This tip is brought to you by Dan Trenkner, our art director here at DT.

So you’ve just finished getting all the flows, sitemaps, moodboards, and wireframes of your latest project approved, and now it’s finally time to dive into design. Yet, whether you’ve got endless inspiration or none at all, you find yourself suffering from an onset of design paralysis.

So how do you finally dive into the design and get yourself in the zone?

Many creatives start their work by identifying foundation elements to which they mold the rest of their project around. For example, an interior designer might find a bright yellow couch from the fifties and design the rest of a room to complement the mood that the couch brings. Or a fashion designer might be drawn to a unique steampunk necklace which they then craft the rest of an outfit around.

So, start by identifying a design element or aesthetic that you’re excited about, whether it’s a header image, an awesome font, a texture, a button style, or a color palette.

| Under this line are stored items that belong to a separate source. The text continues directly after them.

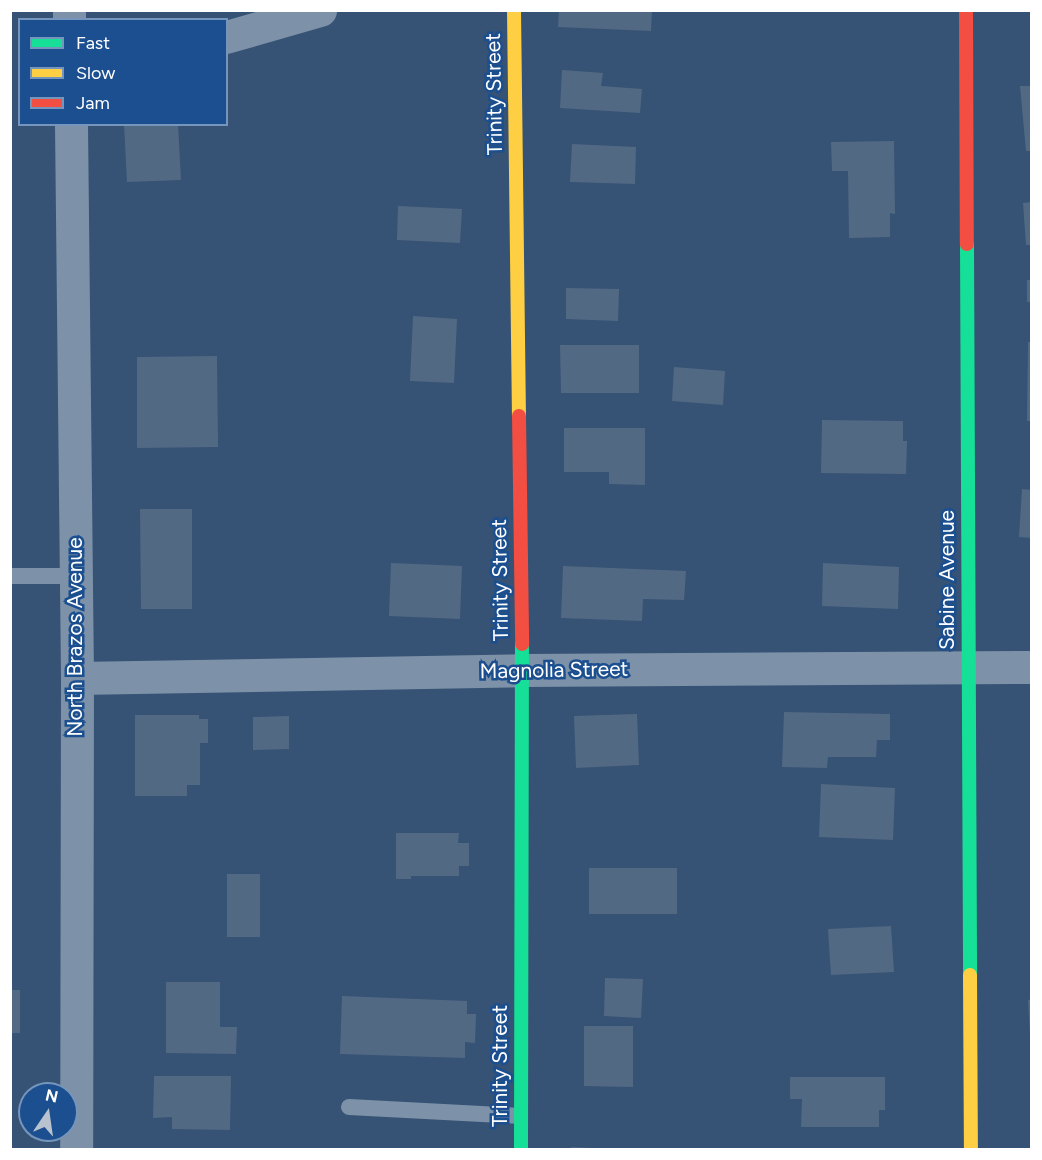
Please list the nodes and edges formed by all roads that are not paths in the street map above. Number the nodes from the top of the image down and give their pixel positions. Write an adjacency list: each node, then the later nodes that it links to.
1 (320, 10): 4 (street)
2 (514, 10): 10 (street, Trinity Street)
3 (966, 10): 9 (street, Sabine Avenue)
4 (228, 36)
5 (71, 126): 7 (street, North Brazos Avenue)
6 (10, 576): 7 (lane)
7 (75, 576): 11 (street, North Brazos Avenue)
8 (1032, 667): 9 (street, Magnolia Street)
9 (968, 668): 10 (street, Magnolia Street); 16 (street, Sabine Avenue)
10 (522, 670): 11 (street, Magnolia Street); 13 (street, Trinity Street)
11 (77, 678): 14 (street, North Brazos Avenue)
12 (349, 1107): 13 (lane)
13 (520, 1116): 15 (street, Trinity Street)
14 (76, 1149)
15 (521, 1149)
16 (971, 1149)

This element will become the foundation of your design project that you will then build upon.

Take inspiration from an existing logo and color palette

From this design element, move outward and build upon it. Maybe your foundation element has enough style in it to give you a stylistic direction of how to treat your images or typography.

See if you can create a style to complement your foundation elements

And if you get stuck, try either moving onto a different section or tackling steps that don’t require as much inspiration, such as flowing content in or laying out smaller design elements like links and forms. By doing this, you’re still keeping the momentum going; plus, by doing so, you’ll find sparks of inspiration to bring to other elements of the design.

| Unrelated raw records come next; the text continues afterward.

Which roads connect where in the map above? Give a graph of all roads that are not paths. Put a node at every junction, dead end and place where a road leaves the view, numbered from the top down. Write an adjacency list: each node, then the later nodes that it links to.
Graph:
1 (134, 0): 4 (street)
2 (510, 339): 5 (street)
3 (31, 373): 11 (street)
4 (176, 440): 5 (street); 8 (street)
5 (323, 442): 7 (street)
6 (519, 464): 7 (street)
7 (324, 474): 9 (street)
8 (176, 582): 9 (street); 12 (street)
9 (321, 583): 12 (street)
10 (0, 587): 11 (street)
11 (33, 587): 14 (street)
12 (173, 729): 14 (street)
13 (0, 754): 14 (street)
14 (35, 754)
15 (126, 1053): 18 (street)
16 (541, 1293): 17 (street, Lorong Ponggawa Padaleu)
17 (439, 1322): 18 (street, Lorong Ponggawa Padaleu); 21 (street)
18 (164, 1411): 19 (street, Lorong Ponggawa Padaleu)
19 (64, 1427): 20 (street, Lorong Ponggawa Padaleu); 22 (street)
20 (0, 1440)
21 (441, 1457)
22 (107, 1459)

Laying out chunks of copy can be encouraging in seeing progression on a design

The key is to keep the momentum going. Draw upon your foundation elements for direction and inspiration; as you move onto different parts of the design, keep building upon that foundation little by little. Before you know it, you’ll have most if not all of your design created and ready for final polishes!

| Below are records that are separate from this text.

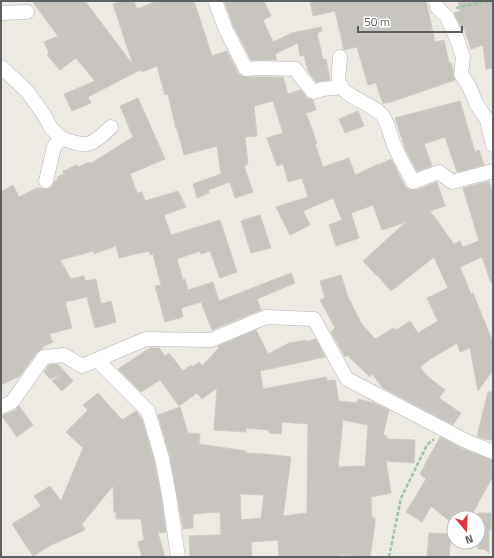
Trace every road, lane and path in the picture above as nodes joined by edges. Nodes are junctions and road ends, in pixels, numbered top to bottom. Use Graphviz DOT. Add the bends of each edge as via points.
graph roads {
  1 [pos="215,1"];
  2 [pos="436,1"];
  3 [pos="493,4"];
  4 [pos="27,12"];
  5 [pos="1,13"];
  6 [pos="445,15"];
  7 [pos="340,57"];
  8 [pos="1,67"];
  9 [pos="342,87"];
  10 [pos="110,127"];
  11 [pos="61,138"];
  12 [pos="493,145"];
  13 [pos="493,171"];
  14 [pos="46,181"];
  15 [pos="97,360"];
  16 [pos="1,407"];
  17 [pos="446,430"];
  18 [pos="493,452"];
  19 [pos="178,557"];
  20 [pos="390,557"];
  1 -- 9 [label="street" via="226,30 246,69 295,69 313,92"];
  2 -- 6 [label="street"];
  3 -- 6 [label="path" via="487,1 479,2 456,8"];
  4 -- 5 [label="street"];
  6 -- 12 [label="street" via="463,57 460,74 487,120"];
  7 -- 9 [label="street" via="339,81"];
  8 -- 11 [label="street" via="27,91 51,128"];
  9 -- 13 [label="street" via="348,94 382,115 394,146 413,182 439,172 452,182"];
  10 -- 11 [label="street" via="92,144 74,143"];
  11 -- 14 [label="street" via="54,147"];
  15 -- 16 [label="street" via="82,366 64,355 44,357 12,402"];
  15 -- 17 [label="street" via="146,340 211,340 266,317 314,319 347,380"];
  15 -- 19 [label="street" via="148,412 170,495"];
  17 -- 18 [label="street"];
  17 -- 20 [label="path" via="427,445 401,498"];
}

  • Great article – except for the line about “flowing content in” or “creating forms” as not requiring as much inspiration. Treating content like a design element requires just as much careful thought and consideration as any other element – maybe more so!

    It’s a pretty common thing, though. When I worked at agencies, everything was usually designed and greeked before we ever got the content from the client…and so many projects could have been so much better if we’d built the site to complement the content instead of the other way around…

    Great food for thought with my coffee, though – love how you guys think!

    • Jessica Moon

      You bring up a great point Chris, which is that too frequently we’re faced with working with pseudo content without getting insight into what the content will detail. On a side note, I think that what can help this paradigm is a continued push for planning responsively so that the design fits the mold of any content produced, at least from a structural standpoint — that way we strive for closing the gap that’s created when we are in the situation you mentioned.

  • Jamie Hamel-Smith

    See if you can create a style to complement your foundation elements

    This is a key point for me. When coding a design in HTML/CSS, it’s always very apparent when this element was successfully executed. There’s a “wow” moment when stepping back and taking a look at buttons, headings, and textures that flow together and have that complementary quality.